The Three Burials of Melquiades Estrada (2005) / Drama-Adventure

MPAA Rated: R for language, violence, sexuality and nudity
Running Time: 121 min.

Cast): Tommy Lee Jones, Barry Pepper, Dwight Yoakam, January Jones, Melissa Leo, Julio Cesar Cedillo, Mel Rodriguez, Levon Helm, Cecilia Suarez
Director: Tommy Lee Jones
Screenplay: Guillermo Arriaga

Tommy Lee Jones makes his big screen directorial debut with The Three Burials of Melquiades Estrada, a quirky modern Western, with a screenplay written by the highly touted Guillermo Arriaga.  Like Arriaga's other popular works, Amores Perros and 21 Grams, this tale is told in nonlinear fashion, a writing device that, when used properly, can enhance a story's impact.  Other times, it can be more of a gimmicky distraction, adding faux depth to what might otherwise be a fairly routine storyline if told in chronological order. 

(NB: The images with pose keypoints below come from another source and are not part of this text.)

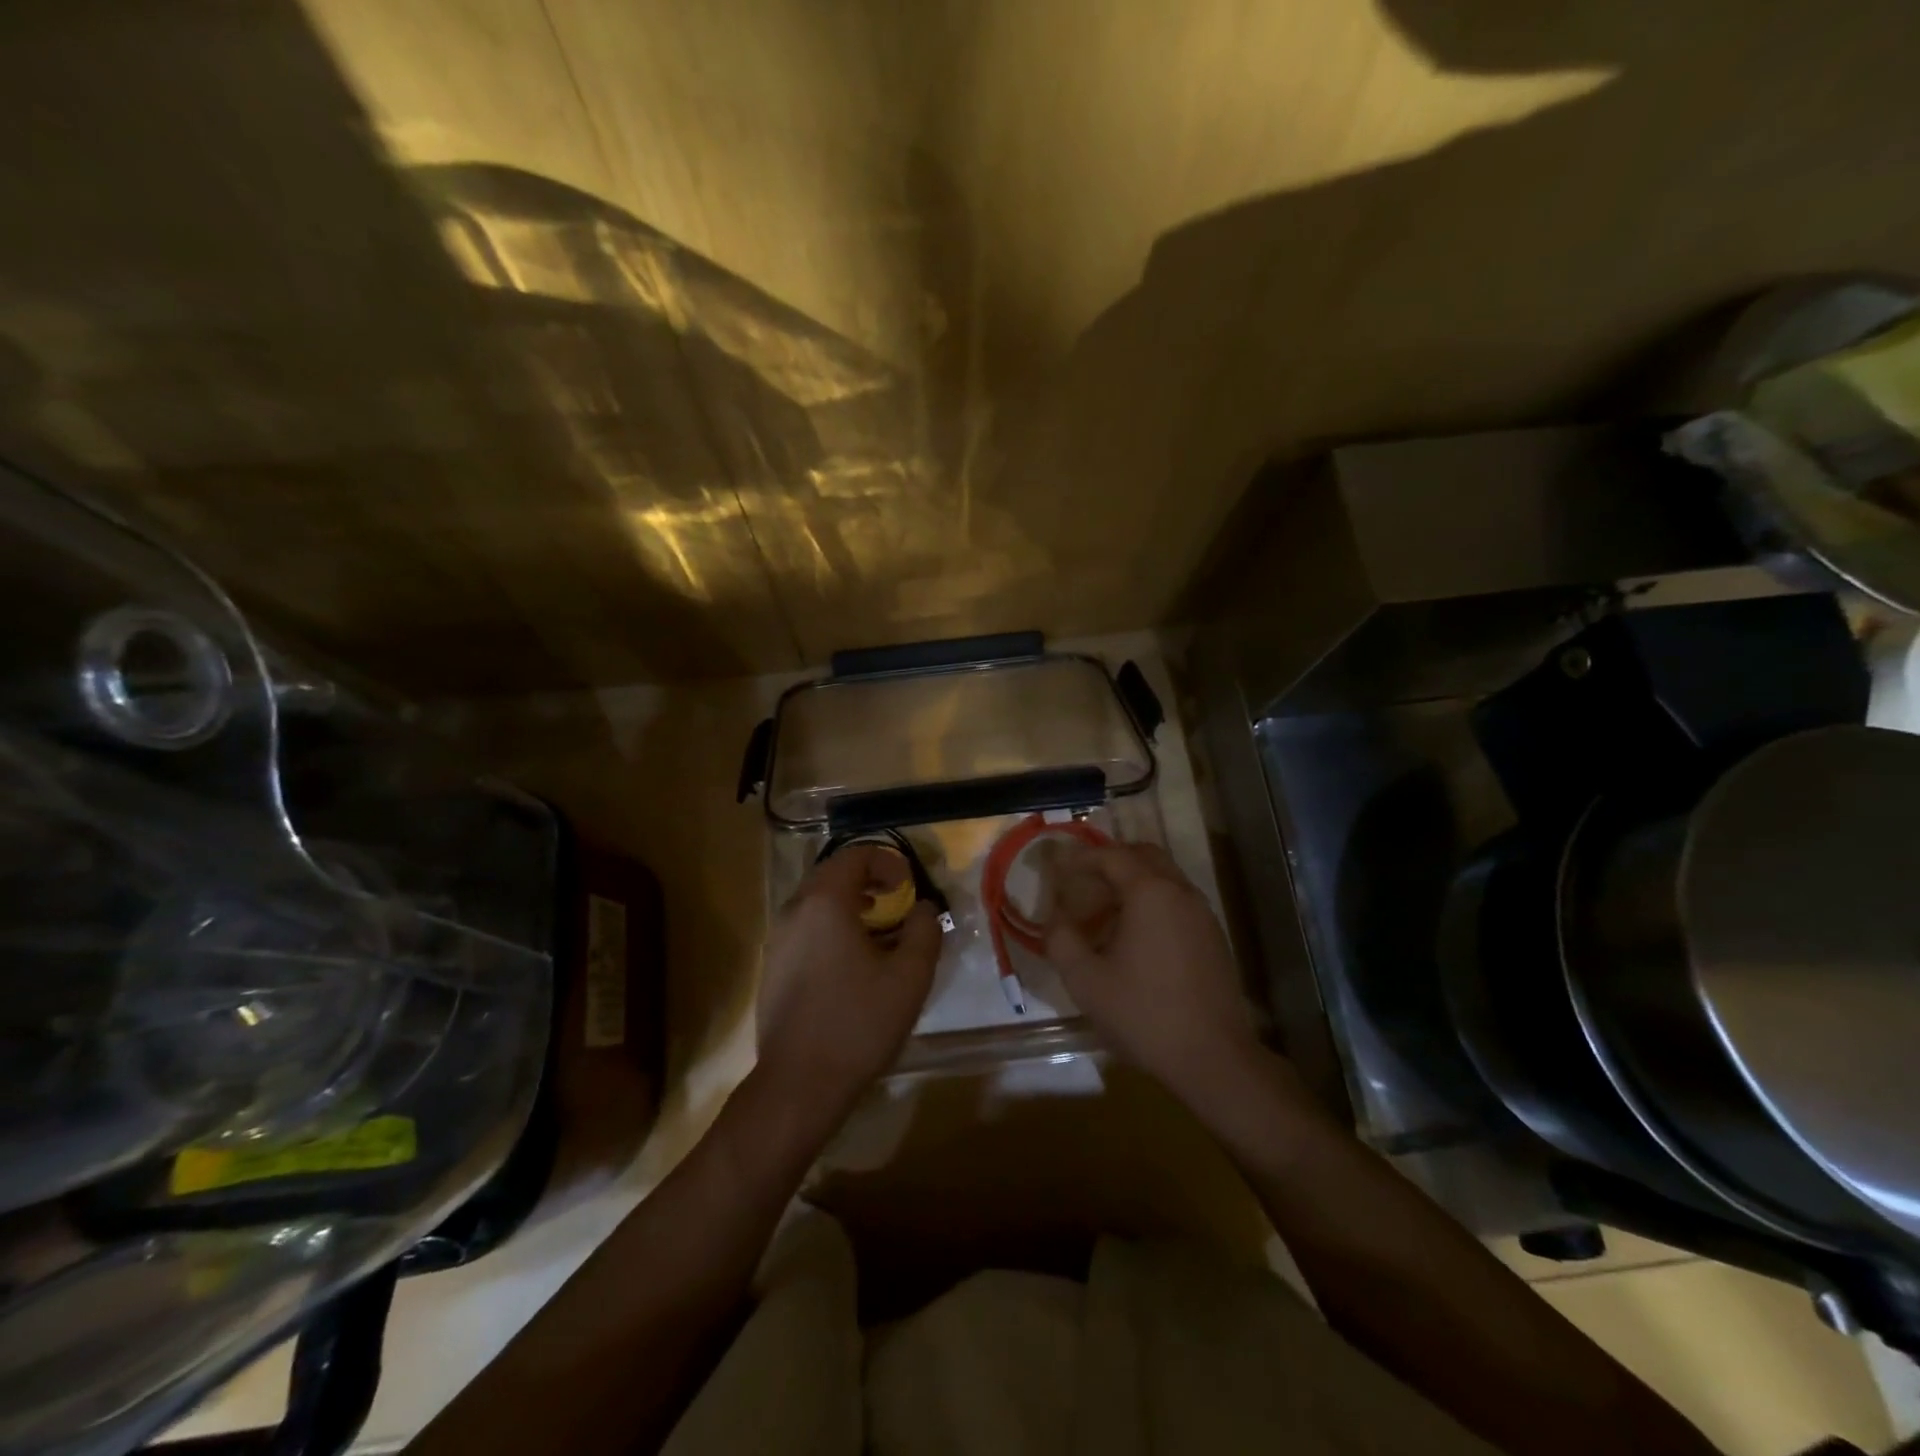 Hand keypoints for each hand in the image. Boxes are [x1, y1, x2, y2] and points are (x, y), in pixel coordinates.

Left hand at [756, 844, 940, 1121]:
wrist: (799, 1083)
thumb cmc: (859, 1022)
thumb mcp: (910, 975)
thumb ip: (924, 930)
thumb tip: (923, 907)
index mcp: (825, 902)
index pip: (855, 855)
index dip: (887, 862)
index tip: (909, 885)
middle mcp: (794, 911)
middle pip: (832, 874)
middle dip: (868, 879)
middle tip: (896, 900)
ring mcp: (778, 939)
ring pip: (816, 902)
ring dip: (849, 903)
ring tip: (878, 930)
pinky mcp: (772, 967)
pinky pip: (805, 928)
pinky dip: (831, 926)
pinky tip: (851, 962)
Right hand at [1042, 842, 1263, 1104]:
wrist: (1213, 1058)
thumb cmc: (1143, 1013)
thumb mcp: (1085, 980)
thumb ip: (1061, 939)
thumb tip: (1054, 918)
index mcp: (1150, 892)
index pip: (1111, 856)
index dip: (1082, 859)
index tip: (1060, 871)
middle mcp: (1181, 892)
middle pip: (1144, 855)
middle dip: (1111, 861)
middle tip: (1084, 882)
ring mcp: (1203, 915)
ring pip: (1165, 878)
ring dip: (1134, 883)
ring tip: (1105, 912)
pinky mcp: (1214, 938)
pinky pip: (1178, 902)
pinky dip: (1154, 903)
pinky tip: (1135, 938)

The fractured narrative in The Three Burials of Melquiades Estrada falls somewhere in between,  There are definitely deeper themes milling around beneath the surface story, with some subtle political commentary about the state of Mexican labor, border patrols, and the sometimes lawless abuses that many Mexicans face when trying in desperation to make a new life for themselves.  Arriaga's commentary is not ostentatiously overt, but it is always present, which does tend to make the overall story a bit difficult to take at face value, shifting into allegorical mode in ways that make what should be normal conversations and interactions seem odd and artificial.  When it works, it works well, although the problem is, it doesn't always work.

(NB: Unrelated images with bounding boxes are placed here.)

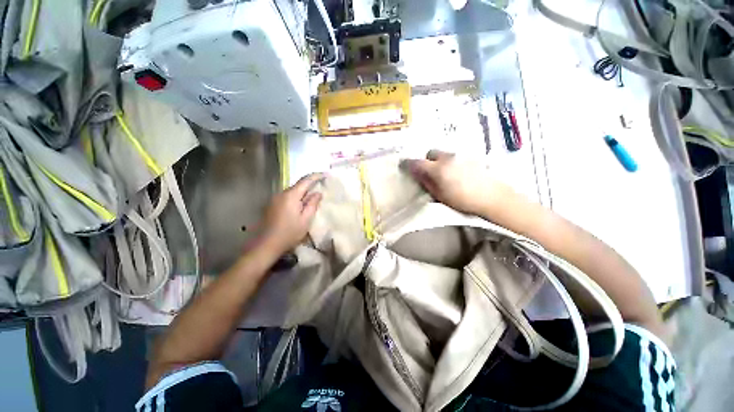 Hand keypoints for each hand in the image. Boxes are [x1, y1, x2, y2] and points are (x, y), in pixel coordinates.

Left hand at [259, 173, 323, 255]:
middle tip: (321, 187)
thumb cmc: (289, 233)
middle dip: (310, 185)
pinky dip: (295, 198)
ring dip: (303, 193)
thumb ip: (312, 204)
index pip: (305, 180)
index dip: (316, 176)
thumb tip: (318, 193)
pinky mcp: (271, 205)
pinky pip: (287, 197)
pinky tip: (300, 206)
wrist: (266, 245)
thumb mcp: (306, 220)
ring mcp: (275, 199)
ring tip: (312, 198)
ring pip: (292, 191)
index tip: (326, 174)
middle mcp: (281, 194)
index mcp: (291, 196)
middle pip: (298, 185)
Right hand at [403, 150, 510, 215]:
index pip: (418, 163)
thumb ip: (426, 183)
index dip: (409, 164)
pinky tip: (457, 172)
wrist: (492, 196)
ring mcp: (460, 155)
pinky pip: (454, 156)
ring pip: (443, 153)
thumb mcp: (440, 195)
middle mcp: (447, 158)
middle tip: (429, 171)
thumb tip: (417, 174)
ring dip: (439, 160)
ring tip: (444, 172)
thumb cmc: (462, 200)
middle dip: (427, 160)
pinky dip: (450, 161)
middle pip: (431, 152)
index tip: (404, 165)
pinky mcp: (470, 156)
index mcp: (438, 169) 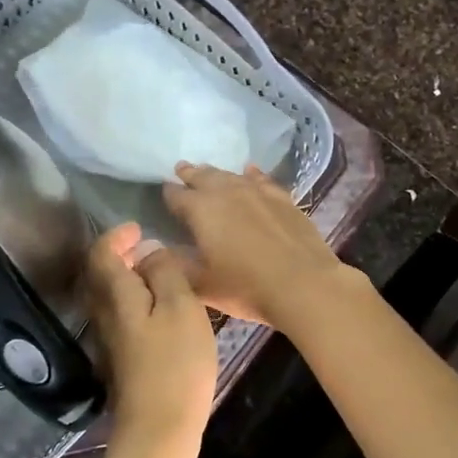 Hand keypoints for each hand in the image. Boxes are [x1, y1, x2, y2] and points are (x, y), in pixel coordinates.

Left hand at [84, 221, 218, 441]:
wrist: (160, 428)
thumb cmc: (176, 363)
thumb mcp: (180, 307)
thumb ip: (165, 272)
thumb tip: (150, 252)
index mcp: (116, 296)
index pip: (101, 254)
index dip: (116, 235)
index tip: (139, 228)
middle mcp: (104, 315)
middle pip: (100, 275)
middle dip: (119, 255)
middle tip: (147, 247)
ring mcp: (110, 340)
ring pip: (110, 298)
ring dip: (127, 279)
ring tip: (158, 274)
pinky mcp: (121, 361)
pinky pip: (121, 317)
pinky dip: (135, 302)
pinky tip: (161, 310)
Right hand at [161, 163, 363, 330]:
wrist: (303, 284)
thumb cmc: (245, 287)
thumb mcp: (201, 285)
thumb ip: (175, 265)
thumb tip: (154, 251)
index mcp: (200, 210)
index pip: (176, 196)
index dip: (167, 194)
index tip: (163, 193)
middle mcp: (226, 192)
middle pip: (202, 176)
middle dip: (190, 174)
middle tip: (181, 170)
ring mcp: (257, 191)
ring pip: (230, 175)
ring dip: (216, 174)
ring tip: (208, 172)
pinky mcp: (282, 198)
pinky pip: (261, 179)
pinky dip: (250, 175)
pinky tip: (249, 172)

Jones (Man of the House, The Missing) also stars in the film, as aging Texas ranch hand Pete Perkins, good friend to the illegal alien Mexican known as Melquiades Estrada (Cedillo).  The film opens with Estrada's murdered corpse discovered out in the nearby desert to the small Texas town near the border, followed by Perkins frustration in getting the local law enforcement to care about bringing justice to the killer.  Perkins continues to try to apply pressure to little avail, slowly smelling a potential cover-up between the border patrol and the local authorities in trying not to make a big deal out of the death of what they believe is just another worthless illegal, with no real family or friends to care.  Not wanting to see a life of a friend go to waste, Perkins takes the law into his own hands, rounding up the likely culprit, the green recruit Mike Norton (Pepper, The Snow Walker), and going on a long and bizarre odyssey to make sure that Estrada gets his proper burial and justice.

While there is a sense of weight to the thematic elements of this interesting story, Jones never seems to have as full a grasp as he should in delivering those themes in a meaningful and powerful way.  I suppose this is the difference between a talented filmmaker like Arriaga and a relative novice like Jones, as the story is very ambitious, and practically necessitates the the man with the original vision of it to be the one to make it to its completion.  That's not to say that Jones does a poor job, as it is technically correct in the important ways.  It's just that there is a lackadaisical and unfocused sense to the story that is murky where it should have been illuminating, and a near-comical, quirky undercurrent to the characters and events that should have been more resonant and mysterious.

I realize that this might sound like a negative review, perhaps a bit more harsh than I really intend, but lavish critical praise practically forces me into detraction mode.  Despite my quibbling about the great movie that could have been, this is still an interesting and worthwhile film, filled with enough choice moments of thought-provoking intelligence to make it worthwhile.  Although the story is set in the modern day, this very much belongs in the Western category, with its themes of lawless lands and lone-dog vigilantes that seek to to what's right, no matter what the personal cost; Peckinpah practically made a career out of such things.

Yet, while all of this is admirable, it's hard for Arriaga's tale to avoid the shadow of a very similar movie, John Sayles' 1996 work, Lone Star, which delivered more realistic and richly developed characterizations, and a deeper sense of isolation, pessimism, and inundating melancholy.